**What is being asked**
All the lines below need to be transcribed exactly. Pictures get left out.

(Recorded information)

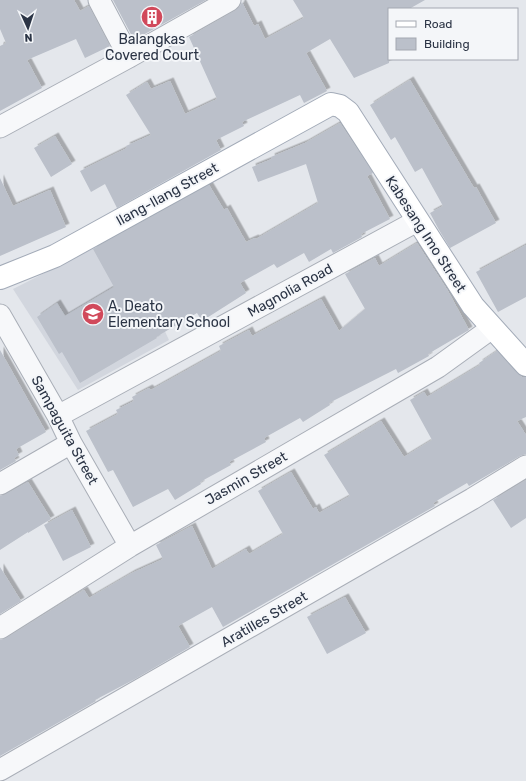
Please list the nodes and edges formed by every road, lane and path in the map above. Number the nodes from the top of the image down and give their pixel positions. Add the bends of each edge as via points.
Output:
1 (99, 0) edge
2 (230, 0) edge
3 (130, 57) junction
4 (331, 104) joint
5 (0, 127) edge
6 (417, 221) junction
7 (0, 278) edge
8 (3, 328) edge
9 (492, 328) junction
10 (526, 365) edge
11 (58, 416) junction
12 (71, 442) junction
13 (526, 466) edge
14 (0, 484) edge
15 (130, 546) junction
16 (0, 628) edge
17 (0, 770) edge

1 - 3 street
2 - 3 street
3 - 5 street
4 - 6 main road, Kabesang Imo Street via 340,106 348,112
4 - 7 main road, Ilang-Ilang Street via 54,256
6 - 9 main road, Kabesang Imo Street via 473,306
6 - 11 street, Magnolia Road
8 - 11 street, Sampaguita Street
9 - 10 main road, Kabesang Imo Street
9 - 15 street, Jasmin Street via 438,367
11 - 12 street, Sampaguita Street
12 - 14 street
12 - 15 street, Sampaguita Street
13 - 17 street, Aratilles Street
15 - 16 street, Jasmin Street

(End Recorded information)

**Solution**
Please list the nodes and edges formed by every road, lane and path in the map above. Number the nodes from the top of the image down and give their pixel positions. Add the bends of each edge as via points.
Output:
1 (99, 0) edge
2 (230, 0) edge
3 (130, 57) junction
4 (331, 104) joint
5 (0, 127) edge
6 (417, 221) junction
7 (0, 278) edge
8 (3, 328) edge
9 (492, 328) junction
10 (526, 365) edge
11 (58, 416) junction
12 (71, 442) junction
13 (526, 466) edge
14 (0, 484) edge
15 (130, 546) junction
16 (0, 628) edge
17 (0, 770) edge

1 - 3 street
2 - 3 street
3 - 5 street
4 - 6 main road, Kabesang Imo Street via 340,106 348,112
4 - 7 main road, Ilang-Ilang Street via 54,256
6 - 9 main road, Kabesang Imo Street via 473,306
6 - 11 street, Magnolia Road
8 - 11 street, Sampaguita Street
9 - 10 main road, Kabesang Imo Street
9 - 15 street, Jasmin Street via 438,367
11 - 12 street, Sampaguita Street
12 - 14 street
12 - 15 street, Sampaguita Street
13 - 17 street, Aratilles Street
15 - 16 street, Jasmin Street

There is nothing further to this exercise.